**Your assignment**:
Scan the lines below for the word "roads". Copy each line you find it in.

Stored data:
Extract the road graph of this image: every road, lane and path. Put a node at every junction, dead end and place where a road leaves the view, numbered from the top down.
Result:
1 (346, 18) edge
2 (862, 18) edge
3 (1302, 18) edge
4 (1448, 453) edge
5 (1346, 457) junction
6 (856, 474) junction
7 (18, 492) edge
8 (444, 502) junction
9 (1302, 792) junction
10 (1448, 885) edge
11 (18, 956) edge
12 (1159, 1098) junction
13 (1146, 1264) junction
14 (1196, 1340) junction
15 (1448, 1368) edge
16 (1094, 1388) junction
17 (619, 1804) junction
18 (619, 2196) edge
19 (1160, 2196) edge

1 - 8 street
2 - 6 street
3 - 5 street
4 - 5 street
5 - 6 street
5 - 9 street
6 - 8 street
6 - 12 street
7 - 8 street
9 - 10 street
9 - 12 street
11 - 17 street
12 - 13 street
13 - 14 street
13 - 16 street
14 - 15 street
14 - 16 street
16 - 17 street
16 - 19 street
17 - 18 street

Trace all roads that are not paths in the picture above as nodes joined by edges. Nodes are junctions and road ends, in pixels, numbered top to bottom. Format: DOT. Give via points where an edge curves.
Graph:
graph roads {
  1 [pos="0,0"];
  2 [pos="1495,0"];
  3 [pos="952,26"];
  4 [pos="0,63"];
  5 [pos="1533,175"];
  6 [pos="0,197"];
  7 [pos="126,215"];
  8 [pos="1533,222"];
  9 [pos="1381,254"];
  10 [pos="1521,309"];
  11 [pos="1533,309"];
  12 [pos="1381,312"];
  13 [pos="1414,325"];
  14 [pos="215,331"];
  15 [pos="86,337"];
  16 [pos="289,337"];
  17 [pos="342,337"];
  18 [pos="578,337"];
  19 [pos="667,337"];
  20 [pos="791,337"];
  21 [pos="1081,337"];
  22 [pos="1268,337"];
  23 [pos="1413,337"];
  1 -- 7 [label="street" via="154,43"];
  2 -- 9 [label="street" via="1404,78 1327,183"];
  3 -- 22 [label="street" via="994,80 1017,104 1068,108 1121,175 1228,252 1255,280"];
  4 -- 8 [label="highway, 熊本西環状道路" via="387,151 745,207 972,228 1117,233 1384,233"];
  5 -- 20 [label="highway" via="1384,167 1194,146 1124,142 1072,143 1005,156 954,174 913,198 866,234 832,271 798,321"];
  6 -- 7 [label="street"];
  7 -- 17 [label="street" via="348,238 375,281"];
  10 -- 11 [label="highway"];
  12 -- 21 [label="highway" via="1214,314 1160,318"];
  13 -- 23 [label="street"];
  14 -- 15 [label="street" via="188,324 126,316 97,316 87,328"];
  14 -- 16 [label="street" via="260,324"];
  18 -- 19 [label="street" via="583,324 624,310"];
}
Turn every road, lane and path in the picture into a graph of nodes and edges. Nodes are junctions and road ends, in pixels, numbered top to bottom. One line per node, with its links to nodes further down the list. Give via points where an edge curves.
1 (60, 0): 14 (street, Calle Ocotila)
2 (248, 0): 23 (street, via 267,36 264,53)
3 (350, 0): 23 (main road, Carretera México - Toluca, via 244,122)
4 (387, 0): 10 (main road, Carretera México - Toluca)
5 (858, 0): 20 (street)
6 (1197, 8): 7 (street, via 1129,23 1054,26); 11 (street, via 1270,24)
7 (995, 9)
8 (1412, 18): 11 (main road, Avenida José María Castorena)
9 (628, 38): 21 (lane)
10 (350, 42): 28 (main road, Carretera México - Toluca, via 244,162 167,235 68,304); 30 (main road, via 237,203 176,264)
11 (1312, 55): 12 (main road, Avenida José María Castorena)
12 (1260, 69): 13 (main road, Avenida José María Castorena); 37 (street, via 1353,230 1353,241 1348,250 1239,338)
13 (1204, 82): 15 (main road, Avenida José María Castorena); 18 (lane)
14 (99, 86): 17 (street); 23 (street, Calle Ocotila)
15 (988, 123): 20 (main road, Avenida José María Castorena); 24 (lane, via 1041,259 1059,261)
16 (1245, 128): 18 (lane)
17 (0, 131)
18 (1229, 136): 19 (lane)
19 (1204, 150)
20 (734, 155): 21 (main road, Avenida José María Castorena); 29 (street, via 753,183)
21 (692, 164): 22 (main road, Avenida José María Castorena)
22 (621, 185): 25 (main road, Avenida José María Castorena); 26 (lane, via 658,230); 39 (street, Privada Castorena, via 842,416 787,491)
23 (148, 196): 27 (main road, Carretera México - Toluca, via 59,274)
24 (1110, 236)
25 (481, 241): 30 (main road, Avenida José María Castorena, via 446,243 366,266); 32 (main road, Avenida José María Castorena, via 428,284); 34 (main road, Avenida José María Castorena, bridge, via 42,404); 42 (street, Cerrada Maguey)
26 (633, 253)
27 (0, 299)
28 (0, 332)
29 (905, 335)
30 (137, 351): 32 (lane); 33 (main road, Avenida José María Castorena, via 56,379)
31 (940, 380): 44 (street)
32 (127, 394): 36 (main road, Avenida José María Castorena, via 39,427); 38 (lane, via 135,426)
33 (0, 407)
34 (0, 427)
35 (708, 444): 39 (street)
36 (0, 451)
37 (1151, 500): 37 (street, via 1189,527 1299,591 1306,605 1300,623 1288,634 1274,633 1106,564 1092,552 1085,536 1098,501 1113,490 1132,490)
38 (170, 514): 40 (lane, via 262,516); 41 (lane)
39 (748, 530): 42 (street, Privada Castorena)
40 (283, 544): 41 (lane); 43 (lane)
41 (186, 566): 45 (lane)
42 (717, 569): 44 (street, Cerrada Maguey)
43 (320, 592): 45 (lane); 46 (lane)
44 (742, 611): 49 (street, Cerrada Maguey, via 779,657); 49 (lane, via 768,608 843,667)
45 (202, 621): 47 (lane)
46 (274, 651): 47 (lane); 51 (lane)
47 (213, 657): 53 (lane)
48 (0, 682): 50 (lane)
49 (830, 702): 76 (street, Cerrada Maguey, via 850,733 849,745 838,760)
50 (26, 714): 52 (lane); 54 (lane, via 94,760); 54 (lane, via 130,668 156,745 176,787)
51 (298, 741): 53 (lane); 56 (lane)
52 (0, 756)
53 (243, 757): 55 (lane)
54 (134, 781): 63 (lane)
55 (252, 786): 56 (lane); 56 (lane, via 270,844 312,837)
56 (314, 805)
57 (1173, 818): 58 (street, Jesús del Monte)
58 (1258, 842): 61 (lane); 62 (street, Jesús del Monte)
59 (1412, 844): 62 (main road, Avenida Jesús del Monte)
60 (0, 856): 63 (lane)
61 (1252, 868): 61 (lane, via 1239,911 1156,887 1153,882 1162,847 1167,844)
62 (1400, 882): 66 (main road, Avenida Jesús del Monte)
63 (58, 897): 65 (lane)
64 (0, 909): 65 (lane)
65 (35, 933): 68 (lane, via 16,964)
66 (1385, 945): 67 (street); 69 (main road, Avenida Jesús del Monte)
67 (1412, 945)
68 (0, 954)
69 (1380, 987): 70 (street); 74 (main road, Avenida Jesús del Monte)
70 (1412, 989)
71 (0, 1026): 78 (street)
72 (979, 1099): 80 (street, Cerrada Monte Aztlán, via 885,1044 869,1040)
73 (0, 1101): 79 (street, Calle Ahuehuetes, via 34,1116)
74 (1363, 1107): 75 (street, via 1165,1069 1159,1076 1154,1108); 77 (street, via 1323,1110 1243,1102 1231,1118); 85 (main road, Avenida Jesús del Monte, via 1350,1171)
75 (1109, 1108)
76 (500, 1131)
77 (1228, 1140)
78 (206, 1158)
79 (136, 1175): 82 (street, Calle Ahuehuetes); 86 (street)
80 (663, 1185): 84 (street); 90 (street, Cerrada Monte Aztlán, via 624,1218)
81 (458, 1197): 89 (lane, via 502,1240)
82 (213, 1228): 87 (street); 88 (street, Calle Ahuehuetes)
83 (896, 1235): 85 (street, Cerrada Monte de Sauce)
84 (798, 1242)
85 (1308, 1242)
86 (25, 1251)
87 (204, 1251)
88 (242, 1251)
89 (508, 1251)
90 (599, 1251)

**Answer to the problem**:
Trace all roads that are not paths in the picture above as nodes joined by edges. Nodes are junctions and road ends, in pixels, numbered top to bottom. Format: DOT. Give via points where an edge curves.
graph roads {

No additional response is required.